## [REQUIREMENT]
Find the lines in the records below that contain "Jacquard", and report each of them.

Collected data
● ● ● ● ● ● ●

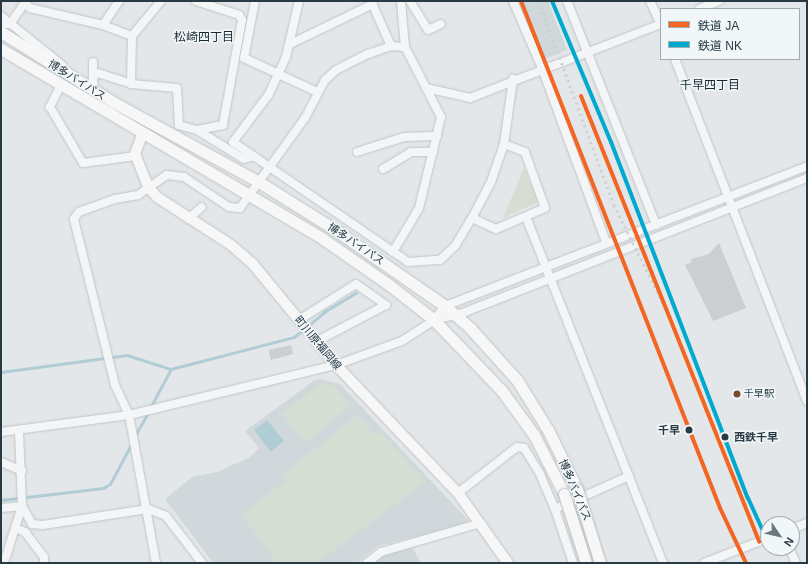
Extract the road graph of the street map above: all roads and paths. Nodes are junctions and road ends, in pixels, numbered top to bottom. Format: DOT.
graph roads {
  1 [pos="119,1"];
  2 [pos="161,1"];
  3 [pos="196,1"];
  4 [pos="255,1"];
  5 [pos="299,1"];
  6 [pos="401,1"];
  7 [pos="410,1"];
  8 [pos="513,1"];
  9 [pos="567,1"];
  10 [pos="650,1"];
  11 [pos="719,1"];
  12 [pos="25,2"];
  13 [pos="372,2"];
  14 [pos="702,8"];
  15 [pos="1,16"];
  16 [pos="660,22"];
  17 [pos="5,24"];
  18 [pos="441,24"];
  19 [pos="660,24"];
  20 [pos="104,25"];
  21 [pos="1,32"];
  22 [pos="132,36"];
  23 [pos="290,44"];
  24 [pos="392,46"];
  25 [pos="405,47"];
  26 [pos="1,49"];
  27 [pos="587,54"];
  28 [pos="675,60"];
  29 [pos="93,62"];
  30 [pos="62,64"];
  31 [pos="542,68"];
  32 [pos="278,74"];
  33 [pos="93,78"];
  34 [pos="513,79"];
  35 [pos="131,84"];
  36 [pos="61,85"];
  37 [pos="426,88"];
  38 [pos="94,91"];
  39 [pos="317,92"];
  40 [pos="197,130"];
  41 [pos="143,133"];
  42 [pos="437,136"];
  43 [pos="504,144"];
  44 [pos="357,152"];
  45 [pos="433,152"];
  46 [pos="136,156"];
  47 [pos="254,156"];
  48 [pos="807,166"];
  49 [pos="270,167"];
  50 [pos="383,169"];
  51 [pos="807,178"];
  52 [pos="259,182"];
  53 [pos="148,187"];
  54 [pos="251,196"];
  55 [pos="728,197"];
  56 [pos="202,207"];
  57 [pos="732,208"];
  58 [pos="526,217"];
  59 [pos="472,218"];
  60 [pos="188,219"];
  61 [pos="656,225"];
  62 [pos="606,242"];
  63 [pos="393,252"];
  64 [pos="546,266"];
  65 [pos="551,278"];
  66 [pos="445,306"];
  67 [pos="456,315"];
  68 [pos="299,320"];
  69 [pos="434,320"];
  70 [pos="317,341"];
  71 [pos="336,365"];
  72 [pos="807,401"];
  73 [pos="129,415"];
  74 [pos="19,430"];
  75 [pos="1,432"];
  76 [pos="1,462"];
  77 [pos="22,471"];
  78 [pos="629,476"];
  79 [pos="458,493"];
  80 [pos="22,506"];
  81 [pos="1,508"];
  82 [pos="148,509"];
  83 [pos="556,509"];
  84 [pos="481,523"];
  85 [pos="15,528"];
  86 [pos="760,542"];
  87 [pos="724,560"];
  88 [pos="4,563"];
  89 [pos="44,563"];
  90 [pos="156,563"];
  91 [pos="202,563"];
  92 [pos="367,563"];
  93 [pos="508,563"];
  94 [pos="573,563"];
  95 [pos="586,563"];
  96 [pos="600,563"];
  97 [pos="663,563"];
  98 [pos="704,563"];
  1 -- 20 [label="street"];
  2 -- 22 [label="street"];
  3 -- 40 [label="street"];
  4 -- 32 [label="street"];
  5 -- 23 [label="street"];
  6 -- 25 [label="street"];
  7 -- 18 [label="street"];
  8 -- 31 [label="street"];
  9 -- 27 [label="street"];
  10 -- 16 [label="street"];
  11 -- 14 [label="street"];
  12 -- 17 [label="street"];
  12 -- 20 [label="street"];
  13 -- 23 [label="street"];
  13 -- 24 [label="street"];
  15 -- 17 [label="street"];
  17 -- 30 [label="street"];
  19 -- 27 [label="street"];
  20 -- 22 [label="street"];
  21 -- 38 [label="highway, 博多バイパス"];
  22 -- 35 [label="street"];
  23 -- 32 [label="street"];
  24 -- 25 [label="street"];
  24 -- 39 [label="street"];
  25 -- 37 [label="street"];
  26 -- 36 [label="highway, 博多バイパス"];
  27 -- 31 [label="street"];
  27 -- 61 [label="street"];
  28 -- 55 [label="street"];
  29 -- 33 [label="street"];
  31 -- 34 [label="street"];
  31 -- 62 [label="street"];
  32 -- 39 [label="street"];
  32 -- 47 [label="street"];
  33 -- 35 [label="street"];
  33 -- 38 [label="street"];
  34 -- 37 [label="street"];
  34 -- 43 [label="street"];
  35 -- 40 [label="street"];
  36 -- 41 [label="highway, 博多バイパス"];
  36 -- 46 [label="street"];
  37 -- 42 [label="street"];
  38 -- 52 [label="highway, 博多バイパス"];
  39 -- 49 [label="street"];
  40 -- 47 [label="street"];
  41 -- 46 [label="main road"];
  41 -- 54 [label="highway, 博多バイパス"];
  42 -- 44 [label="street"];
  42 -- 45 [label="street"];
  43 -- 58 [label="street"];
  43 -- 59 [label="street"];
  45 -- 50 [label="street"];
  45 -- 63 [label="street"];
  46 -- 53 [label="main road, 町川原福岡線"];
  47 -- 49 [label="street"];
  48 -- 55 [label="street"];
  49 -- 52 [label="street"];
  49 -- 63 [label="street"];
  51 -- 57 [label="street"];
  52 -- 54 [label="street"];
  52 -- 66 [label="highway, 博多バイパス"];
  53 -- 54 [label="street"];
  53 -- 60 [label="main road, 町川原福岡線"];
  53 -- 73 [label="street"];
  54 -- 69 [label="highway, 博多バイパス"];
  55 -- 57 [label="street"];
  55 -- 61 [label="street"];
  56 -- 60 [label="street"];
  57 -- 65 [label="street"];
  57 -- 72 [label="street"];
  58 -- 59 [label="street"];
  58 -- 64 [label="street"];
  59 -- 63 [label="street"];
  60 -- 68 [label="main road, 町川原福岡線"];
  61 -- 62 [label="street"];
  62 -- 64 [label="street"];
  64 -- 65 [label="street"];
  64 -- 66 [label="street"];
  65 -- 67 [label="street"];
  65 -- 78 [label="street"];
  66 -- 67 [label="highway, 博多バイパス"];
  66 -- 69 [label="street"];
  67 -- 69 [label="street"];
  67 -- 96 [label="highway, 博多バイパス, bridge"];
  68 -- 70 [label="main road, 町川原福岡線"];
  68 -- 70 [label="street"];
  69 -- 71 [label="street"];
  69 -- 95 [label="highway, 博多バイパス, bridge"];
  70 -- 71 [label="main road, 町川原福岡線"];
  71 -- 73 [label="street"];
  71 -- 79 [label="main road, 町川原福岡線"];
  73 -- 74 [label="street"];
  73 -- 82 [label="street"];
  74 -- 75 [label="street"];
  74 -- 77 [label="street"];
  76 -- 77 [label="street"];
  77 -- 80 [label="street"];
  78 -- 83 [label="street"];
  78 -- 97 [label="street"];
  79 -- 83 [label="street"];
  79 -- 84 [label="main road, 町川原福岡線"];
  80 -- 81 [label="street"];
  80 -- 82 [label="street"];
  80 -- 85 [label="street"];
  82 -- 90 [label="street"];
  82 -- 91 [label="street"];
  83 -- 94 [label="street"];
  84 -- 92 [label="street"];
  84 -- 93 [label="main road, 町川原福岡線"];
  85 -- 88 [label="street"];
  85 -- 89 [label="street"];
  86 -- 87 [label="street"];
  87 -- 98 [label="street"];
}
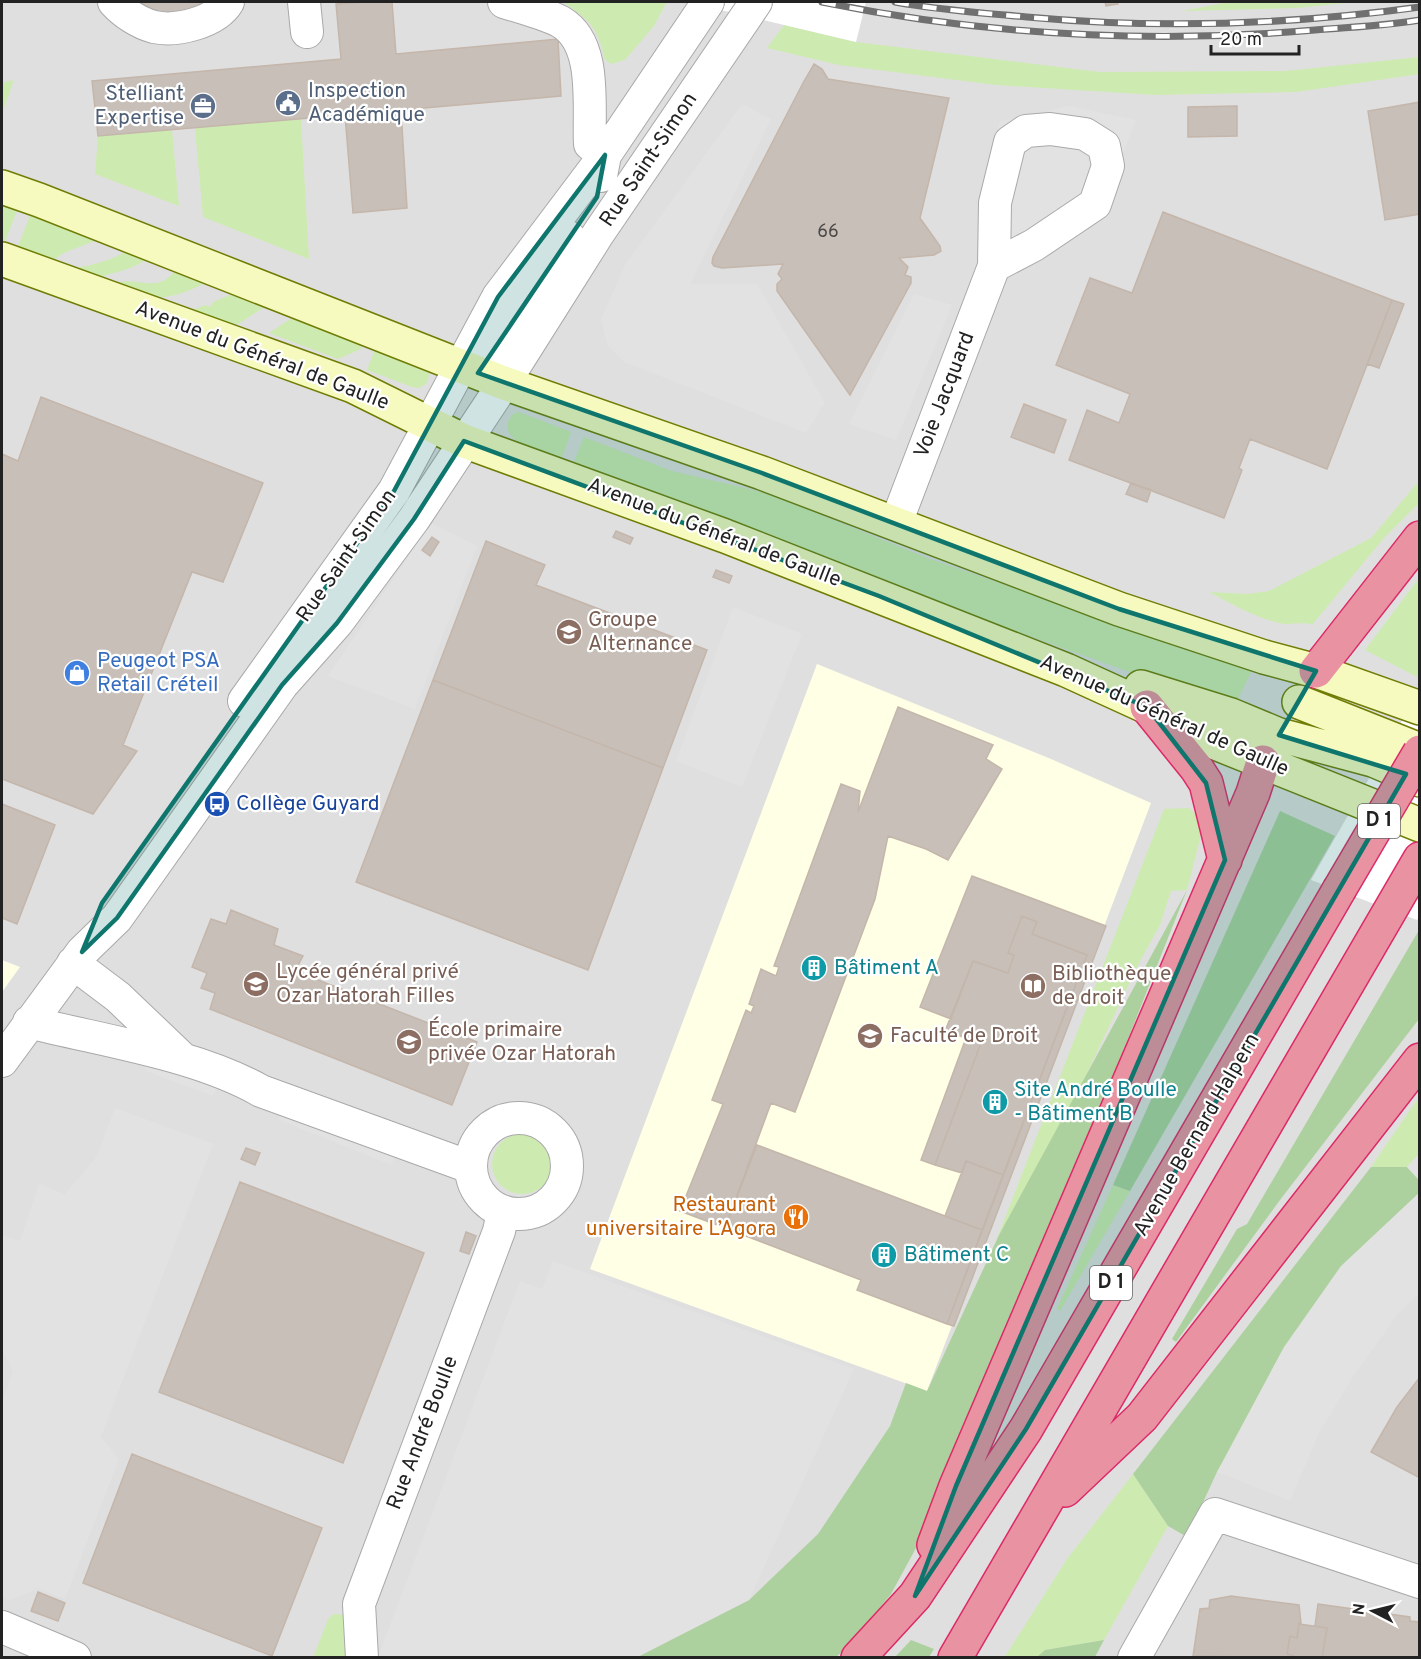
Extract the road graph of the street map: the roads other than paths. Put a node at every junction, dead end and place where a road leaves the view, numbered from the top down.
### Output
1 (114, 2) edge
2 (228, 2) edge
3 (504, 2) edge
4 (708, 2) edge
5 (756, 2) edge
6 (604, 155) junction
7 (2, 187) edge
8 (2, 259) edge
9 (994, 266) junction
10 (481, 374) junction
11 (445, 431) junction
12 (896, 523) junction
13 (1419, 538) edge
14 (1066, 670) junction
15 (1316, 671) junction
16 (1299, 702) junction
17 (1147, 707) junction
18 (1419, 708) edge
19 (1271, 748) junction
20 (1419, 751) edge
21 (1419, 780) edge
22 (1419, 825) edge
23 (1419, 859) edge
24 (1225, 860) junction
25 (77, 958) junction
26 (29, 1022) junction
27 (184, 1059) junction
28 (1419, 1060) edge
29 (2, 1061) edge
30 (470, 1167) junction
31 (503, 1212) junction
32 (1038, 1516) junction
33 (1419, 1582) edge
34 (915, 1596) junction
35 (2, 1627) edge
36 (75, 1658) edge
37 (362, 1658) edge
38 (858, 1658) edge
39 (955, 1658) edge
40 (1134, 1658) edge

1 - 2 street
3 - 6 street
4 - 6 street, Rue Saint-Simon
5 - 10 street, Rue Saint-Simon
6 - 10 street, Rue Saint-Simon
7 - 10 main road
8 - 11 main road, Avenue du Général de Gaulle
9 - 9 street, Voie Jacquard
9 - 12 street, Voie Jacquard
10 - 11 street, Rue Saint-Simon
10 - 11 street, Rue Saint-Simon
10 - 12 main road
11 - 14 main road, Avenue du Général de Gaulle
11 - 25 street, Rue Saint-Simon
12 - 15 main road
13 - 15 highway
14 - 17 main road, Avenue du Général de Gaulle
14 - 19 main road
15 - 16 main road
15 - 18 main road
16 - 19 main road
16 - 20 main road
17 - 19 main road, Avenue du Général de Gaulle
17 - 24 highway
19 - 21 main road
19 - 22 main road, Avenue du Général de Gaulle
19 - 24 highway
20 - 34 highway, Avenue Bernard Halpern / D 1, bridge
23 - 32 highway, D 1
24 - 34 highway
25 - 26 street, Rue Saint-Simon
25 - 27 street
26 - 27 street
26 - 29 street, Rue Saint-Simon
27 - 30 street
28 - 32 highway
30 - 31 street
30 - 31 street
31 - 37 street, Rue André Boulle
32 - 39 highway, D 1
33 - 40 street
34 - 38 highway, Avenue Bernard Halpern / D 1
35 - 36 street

● ● ● ● ● ● ●

## [RESPONSE]
9 - 9 street, Voie Jacquard
9 - 12 street, Voie Jacquard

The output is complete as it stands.